▶ Required action: Whenever a line contains the string "dead", copy it out of the entries.

▶ Available records:
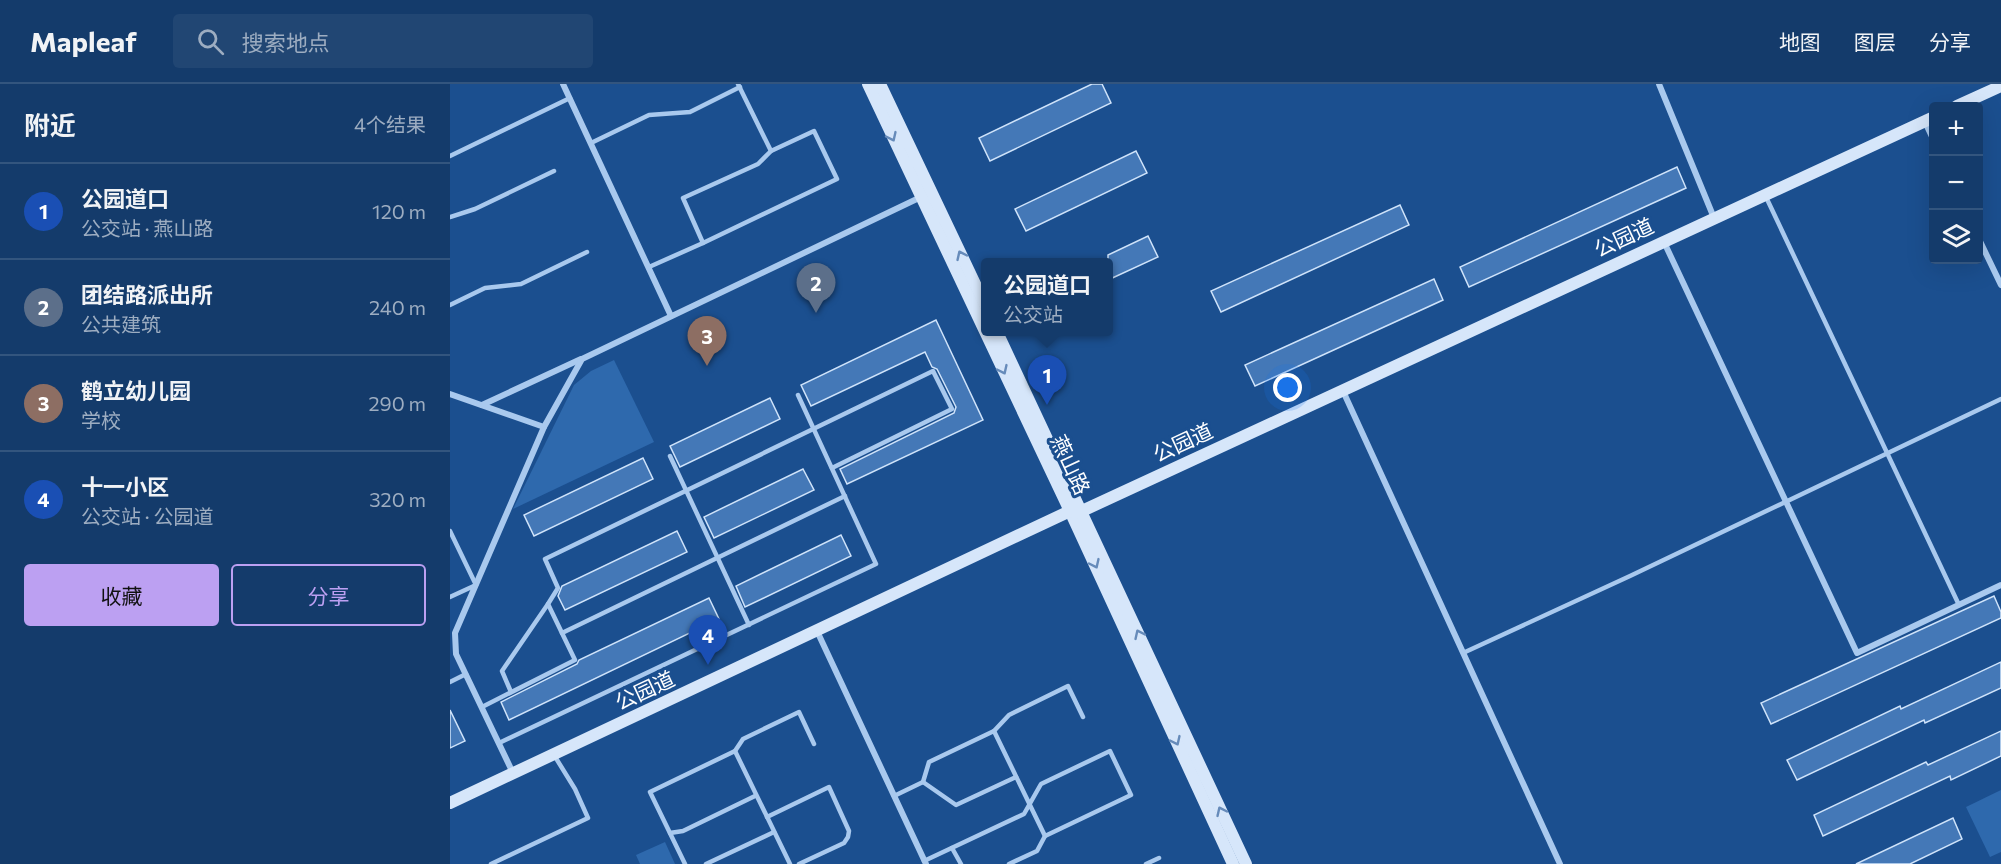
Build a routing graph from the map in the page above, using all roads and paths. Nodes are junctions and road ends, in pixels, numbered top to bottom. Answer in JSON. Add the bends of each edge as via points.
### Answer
{"nodes":[{"id":1,"x":563,"y":84,"type":"edge"},
{"id":2,"x":868,"y":84,"type":"edge"},
{"id":3,"x":880,"y":84,"type":"edge"},
{"id":4,"x":1659,"y":84,"type":"edge"},
{"id":5,"x":739,"y":86,"type":"edge"},
{"id":6,"x":2001,"y":86,"type":"edge"},
{"id":7,"x":570,"y":98,"type":"junction"},
{"id":8,"x":1966,"y":102,"type":"edge"},
{"id":9,"x":1929,"y":119,"type":"edge"},
{"id":10,"x":591,"y":144,"type":"junction"},
{"id":11,"x":771,"y":151,"type":"junction"},
{"id":12,"x":450,"y":156,"type":"edge"},
{"id":13,"x":554,"y":171,"type":"dead end"},
{"id":14,"x":1765,"y":195,"type":"junction"},
{"id":15,"x":921,"y":197,"type":"junction"},
{"id":16,"x":450,"y":217,"type":"edge"},
{"id":17,"x":1714,"y":218,"type":"junction"},
{"id":18,"x":1664,"y":242,"type":"junction"},
{"id":19,"x":703,"y":243,"type":"junction"},
{"id":20,"x":1983,"y":247,"type":"edge"},
{"id":21,"x":587,"y":252,"type":"dead end"},
{"id":22,"x":649,"y":267,"type":"junction"},
{"id":23,"x":2001,"y":285,"type":"edge"},
{"id":24,"x":981,"y":297,"type":"edge"},
{"id":25,"x":450,"y":305,"type":"edge"},
{"id":26,"x":671,"y":316,"type":"junction"},
{"id":27,"x":981,"y":319,"type":"edge"},
{"id":28,"x":990,"y":336,"type":"edge"},
{"id":29,"x":999,"y":336,"type":"edge"},
{"id":30,"x":582,"y":359,"type":"junction"},
{"id":31,"x":1343,"y":390,"type":"junction"},
{"id":32,"x":450,"y":394,"type":"edge"},
{"id":33,"x":798,"y":395,"type":"dead end"},
{"id":34,"x":2001,"y":399,"type":"edge"},
{"id":35,"x":482,"y":405,"type":"junction"},
{"id":36,"x":544,"y":427,"type":"junction"},
{"id":37,"x":814,"y":429,"type":"junction"},
{"id":38,"x":1887,"y":453,"type":"junction"},
{"id":39,"x":670,"y":456,"type":"dead end"},
{"id":40,"x":832,"y":468,"type":"junction"},
{"id":41,"x":686,"y":490,"type":"junction"},
{"id":42,"x":845,"y":496,"type":"junction"},
{"id":43,"x":1786,"y":501,"type":"junction"},
{"id":44,"x":1076,"y":511,"type":"junction"},
{"id":45,"x":450,"y":531,"type":"edge"},
{"id":46,"x":718,"y":558,"type":"junction"},
{"id":47,"x":476,"y":585,"type":"junction"},
{"id":48,"x":2001,"y":585,"type":"edge"},
{"id":49,"x":450,"y":597,"type":"edge"},
{"id":50,"x":548,"y":604,"type":"junction"},
{"id":51,"x":1959,"y":605,"type":"junction"},
{"id":52,"x":749,"y":625,"type":"junction"},
{"id":53,"x":817,"y":631,"type":"junction"},
{"id":54,"x":562,"y":633,"type":"junction"},
{"id":55,"x":1463,"y":653,"type":"junction"},
{"id":56,"x":466,"y":674,"type":"junction"},
{"id":57,"x":450,"y":682,"type":"edge"},
{"id":58,"x":511,"y":692,"type":"junction"},
{"id":59,"x":482,"y":707,"type":"junction"},
{"id":60,"x":1083,"y":717,"type":"dead end"},
{"id":61,"x":994,"y":731,"type":"junction"},
{"id":62,"x":499,"y":743,"type":"junction"},
{"id":63,"x":814,"y":744,"type":"dead end"},
{"id":64,"x":735,"y":751,"type":"junction"},
{"id":65,"x":554,"y":755,"type":"junction"},
{"id":66,"x":514,"y":774,"type":"junction"},
{"id":67,"x":1016,"y":777,"type":"junction"},
{"id":68,"x":923,"y":782,"type":"junction"},
{"id":69,"x":755,"y":796,"type":"junction"},
{"id":70,"x":894,"y":796,"type":"junction"},
{"id":71,"x":450,"y":803,"type":"edge"},
{"id":72,"x":1029,"y":804,"type":"junction"},
{"id":73,"x":767,"y":817,"type":"junction"},
{"id":74,"x":774,"y":832,"type":"junction"},
{"id":75,"x":670,"y":833,"type":"junction"},
{"id":76,"x":1045,"y":836,"type":"junction"},
{"id":77,"x":952,"y":848,"type":"junction"},
{"id":78,"x":1159,"y":858,"type":"dead end"},
{"id":79,"x":925,"y":862,"type":"edge"},
{"id":80,"x":491,"y":864,"type":"edge"},
{"id":81,"x":685,"y":864,"type":"edge"},
{"id":82,"x":706,"y":864,"type":"edge"},
{"id":83,"x":790,"y":864,"type":"edge"},
{"id":84,"x":800,"y":864,"type":"edge"},
{"id":85,"x":961,"y":864,"type":"edge"},
{"id":86,"x":1009,"y":864,"type":"edge"},
{"id":87,"x":1146,"y":864,"type":"edge"},
{"id":88,"x":1233,"y":864,"type":"edge"},
{"id":89,"x":1246,"y":864,"type":"edge"},
{"id":90,"x":1560,"y":864,"type":"edge"}],
"edges":[{"from":1,"to":7,"type":"street"},
{"from":2,"to":15,"type":"main road","name":"燕山路","one_way":true},
{"from":24,"to":3,"type":"main road","one_way":true},
{"from":4,"to":17,"type":"street"},
{"from":5,"to":10,"type":"lane","via":[[690,112],[649,116]]},
{"from":5,"to":11,"type":"lane"},
{"from":6,"to":8,"type":"main road"},
{"from":7,"to":10,"type":"street"},
{"from":7,"to":12,"type":"lane"},
{"from":9,"to":14,"type":"main road","name":"公园道"},
{"from":10,"to":22,"type":"street"},
{"from":11,"to":19,"type":"lane","via":[[758,164],[683,198]]},
{"from":11,"to":19,"type":"lane","via":[[814,131],[837,179]]},
{"from":13,"to":16,"type":"lane"},
{"from":14,"to":17,"type":"main road","name":"公园道"},
{"from":14,"to":38,"type":"lane"},
{"from":15,"to":26,"type":"street"},
{"from":15,"to":27,"type":"main road","name":"燕山路","one_way":true},
{"from":17,"to":18,"type":"main road","name":"公园道"},
{"from":18,"to":31,"type":"main road","name":"公园道"},
{"from":18,"to":43,"type":"street"},
{"from":19,"to":22,"type":"lane"},
{"from":20,"to":23,"type":"street"},
{"from":21,"to":25,"type":"lane","via":[[521,284],[485,288]]},
{"from":22,"to":26,"type":"street"},
{"from":26,"to":30,"type":"street"},
{"from":28,"to":44,"type":"main road","name":"燕山路","one_way":true},
{"from":29,"to":44,"type":"main road","name":"燕山路"},
{"from":30,"to":35,"type":"street"},
{"from":30,"to":36,"type":"street"},
{"from":31,"to":44,"type":"main road","name":"公园道"},
{"from":31,"to":55,"type":"street"},
{"from":32,"to":35,"type":"street"},
{"from":33,"to":37,"type":"lane"},
{"from":34,"to":38,"type":"lane"},
{"from":35,"to":36,"type":"street"},
{"from":36,"to":47,"type":"street"},
{"from":37,"to":40,"type":"lane"},
{"from":37,"to":40,"type":"lane","via":[[933,371],[951,409]]},
{"from":37,"to":41,"type":"lane"},
{"from":38,"to":43,"type":"lane"},
{"from":38,"to":51,"type":"lane"},
{"from":39,"to":41,"type":"lane"},
{"from":40,"to":42,"type":"lane"},
{"from":41,"to":46,"type":"lane"},
{"from":41,"to":50,"type":"lane","via":[[545,559],[558,588]]},
{"from":42,"to":46,"type":"lane"},
{"from":42,"to":52,"type":"lane","via":[[876,564]]},
{"from":43,"to":51,"type":"street","via":[[1857,653]]},
{"from":43,"to":55,"type":"lane"},
{"from":44,"to":53,"type":"main road","name":"公园道"},
{"from":44,"to":88,"type":"main road","name":"燕山路","one_way":true},
{"from":89,"to":44,"type":"main road","name":"燕山路","one_way":true},
{"from":45,"to":47,"type":"lane"},
{"from":46,"to":52,"type":"lane"},
{"from":46,"to":54,"type":"lane"},
{"from":47,"to":49,"type":"lane"},
{"from":47,"to":56,"type":"street","via":[[455,633],[456,654]]},
{"from":48,"to":51,"type":"street"},
{"from":50,"to":54,"type":"lane"},
{"from":50,"to":58,"type":"lane","via":[[502,671]]},
{"from":52,"to":62,"type":"lane"},
{"from":53,"to":65,"type":"main road","name":"公园道"},
{"from":53,"to":70,"type":"street"},
{"from":54,"to":58,"type":"lane","via":[[574,660]]},
{"from":55,"to":90,"type":"street"},
{"from":56,"to":57,"type":"lane"},
{"from":56,"to":59,"type":"street"},
{"from":58,"to":59,"type":"lane"},
{"from":59,"to":62,"type":"street"},
{"from":60,"to":61,"type":"lane","via":[[1068,686],[1009,715]]},
{"from":61,"to":67,"type":"lane"},
{"from":61,"to":68,"type":"lane","via":[[929,762]]},
{"from":62,"to":66,"type":"street"},
{"from":63,"to":64,"type":"lane","via":[[799,712],[743,739]]},
{"from":64,"to":69,"type":"lane"},
{"from":64,"to":75,"type":"lane","via":[[650,792]]},
{"from":65,"to":66,"type":"main road","name":"公园道"},
{"from":65,"to":80,"type":"lane","via":[[588,818]]},
{"from":66,"to":71,"type":"main road","name":"公园道"},
{"from":67,"to":68,"type":"lane","via":[[956,805]]},
{"from":67,"to":72,"type":"lane"},
{"from":68,"to":70,"type":"lane"},
{"from":69,"to":73,"type":"lane"},
{"from":69,"to":75,"type":"lane","via":[[683,831]]},
{"from":70,"to":79,"type":"street"},
{"from":72,"to":76,"type":"lane"},
{"from":72,"to":76,"type":"lane","via":[[1041,784],[1110,752],[1131,795]]},
{"from":72,"to":77,"type":"lane","via":[[1024,814]]},
{"from":73,"to":74,"type":"lane"},
{"from":73,"to":84,"type":"lane","via":[[829,787],[849,837]]},
{"from":74,"to":82,"type":"lane"},
{"from":74,"to":83,"type":"lane"},
{"from":75,"to":81,"type":"lane"},
{"from":76,"to":86,"type":"lane","via":[[1037,850]]},
{"from":77,"to":79,"type":"lane"},
{"from":77,"to":85,"type":"lane"},
{"from":78,"to":87,"type":"lane"}]}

▶ Answer to this task:
{"id":13,"x":554,"y":171,"type":"dead end"},
{"id":21,"x":587,"y":252,"type":"dead end"},
{"id":33,"x":798,"y":395,"type":"dead end"},
{"id":39,"x":670,"y":456,"type":"dead end"},
{"id":60,"x":1083,"y":717,"type":"dead end"},
{"id":63,"x":814,"y":744,"type":"dead end"},
{"id":78,"x":1159,"y":858,"type":"dead end"},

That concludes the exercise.